If you are taking an SSRI and are over 65, you will need a lower dose.
Trazodone (Deprax) is an antidepressant (a serotonin antagonist) which has calming, sedative properties. It can be given in doses of 50mg or 100mg at bedtime to patients who are already taking SSRI's.
This has three potential benefits :
(1) The calming effects of trazodone will reduce the nervousness caused by SSRI's.
(2) The trazodone can be given at bedtime to improve sleep.
(3) The trazodone may sometimes boost the antidepressant effects of the SSRI and increase the likelihood of recovery.
Basically it works great with Zoloft. It's hard to come off the Sertraline, so you should come off half of the Deprax first, then half of the Zoloft, then a quarter of the Deprax and a quarter of the Zoloft and finally the last quarter of Deprax and then the Zoloft.
So, a major side effect (potential benefit) of Trazodone is that it makes you sleepy. That is why it is best taken at night. If you are taking an SSRI, your doctor may also prescribe a small amount (50mg or 100mg) of trazodone at bedtime in order to promote sleep.
Some SSRI's and other antidepressants tend to be stimulating and can interfere with sleep.
Trazodone is NOT addictive and it will not cause dependency or addiction the way some sleeping pills do. The calming, sedative effects of trazodone also help to reduce anxiety. If you tend to be worried and high-strung, this may be a good drug for you.
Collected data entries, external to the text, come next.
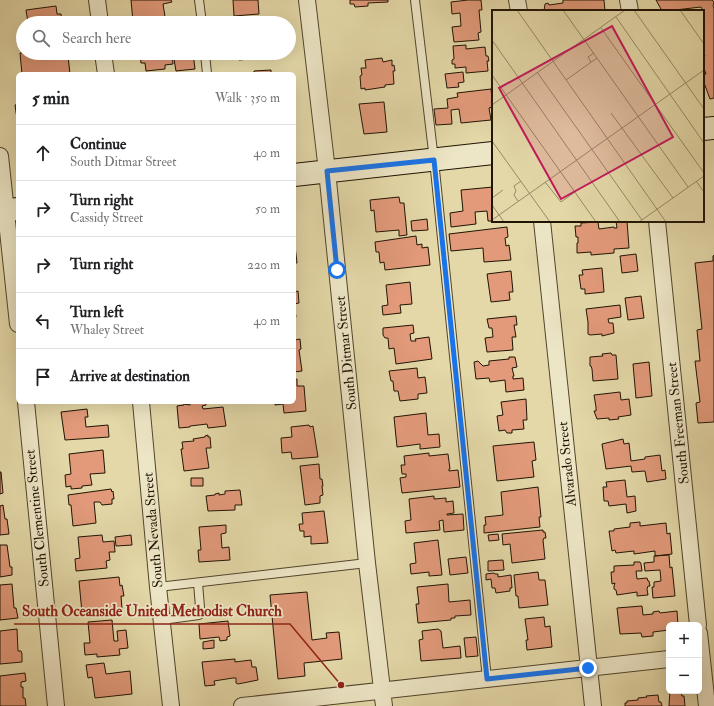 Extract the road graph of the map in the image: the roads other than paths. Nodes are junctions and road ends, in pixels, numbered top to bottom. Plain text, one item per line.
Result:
1 (97, 0) edge
2 (199, 0) edge
3 (307, 0) edge
4 (414, 0) edge
5 (517, 0) edge
6 (628, 0) edge
7 (519, 10) edge
8 (630, 10) edge
9 (99, 16) edge
10 (201, 16) edge
11 (104, 60) edge
12 (206, 60) edge
13 (106, 72) edge
14 (207, 72) edge
15 (714, 128) edge
16 (704, 129) edge
17 (492, 153) edge
18 (0, 156) edge
19 (434, 160) junction
20 (327, 171) junction
21 (296, 175) edge
22 (8, 210) edge
23 (542, 222) edge
24 (657, 222) edge
25 (16, 301) edge
26 (26, 404) edge
27 (141, 404) edge
28 (367, 563) junction
29 (198, 583) junction
30 (158, 587) junction
31 (162, 620) junction
32 (698, 622) edge
33 (702, 644) edge
34 (705, 655) edge
35 (666, 659) edge
36 (588, 668) junction
37 (487, 679) junction
38 (383, 698) edge
39 (56, 706) edge
40 (171, 706) edge
41 (242, 706) edge
42 (593, 706) edge
43 (707, 706) edge

1 - 9 street
2 - 10 lane
3 - 20 street, South Ditmar Street
4 - 19 lane
5 - 7 street
6 - 8 street
11 - 13 street
12 - 14 lane
15 - 16 main road
17 - 19 main road
18 - 22 street
19 - 20 main road
19 - 37 lane
20 - 21 main road
20 - 28 street, South Ditmar Street
22 - 25 street
23 - 36 street, Alvarado Street
24 - 32 street, South Freeman Street
26 - 39 street, South Clementine Street
27 - 30 street, South Nevada Street
28 - 29 lane
28 - 38 street, South Ditmar Street
29 - 30 lane
29 - 31 lane
30 - 31 street, South Nevada Street
31 - 40 street, South Nevada Street
33 - 34 street
34 - 43 street
35 - 36 street
36 - 37 street
36 - 42 street, Alvarado Street
37 - 38 street
38 - 41 street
An adverse side effect of trazodone is called 'priapism' which is an involuntary erection of the penis. If your penis stays hard for too long, you might need to go to hospital as it is a potentially dangerous condition and could cause impotence.
Bupropion (Wellbutrin)
It is an antidepressant that has a number of useful side effects. It may help with smoking cessation, social phobia and attention deficit disorder. This indicates that the drug has widespread effects throughout the brain.
A new use for bupropion is to enhance the effects of SSRI antidepressants. Your doctor may add a low does of bupropion in an attempt to enhance an SSRI which is not quite working adequately enough.
Bupropion (in doses up to 300mg a day) has been added to SSRI antidepressants in an attempt to combat the sexual side effects of SSRI's such as loss of libido and difficulties having orgasms or delayed orgasms.
BENZOS:
I usually do not recommend Benzos because they can be quite addictive, and the sedation that they produce might make your depression worse. In my opinion, anxiety can almost always be treated without these drugs.
Benzos can have wonderfully calming effects almost immediately after you take them, the main problem is that these relaxing effects do not last. As soon as the drug leaves your body a few hours later, there is a high likelihood you will feel nervous again.
If you take these drugs daily for a few weeks, you may experience withdrawal effects when you try to go off them. The most common withdrawal symptoms are nervousness, headaches and trouble sleeping. The exact reasons you are taking them in the first place!
Drug dependency can develop.
Here is the main reason to stop taking Benzos : Anxious individuals must face their fears and surrender to their fears in order to overcome them. Anxious individuals who face their fears often feel tremendous relief because they discover their fears were not realistic in the first place. This realization may not occur if you are simply taking tranquilizers and not facing your fears.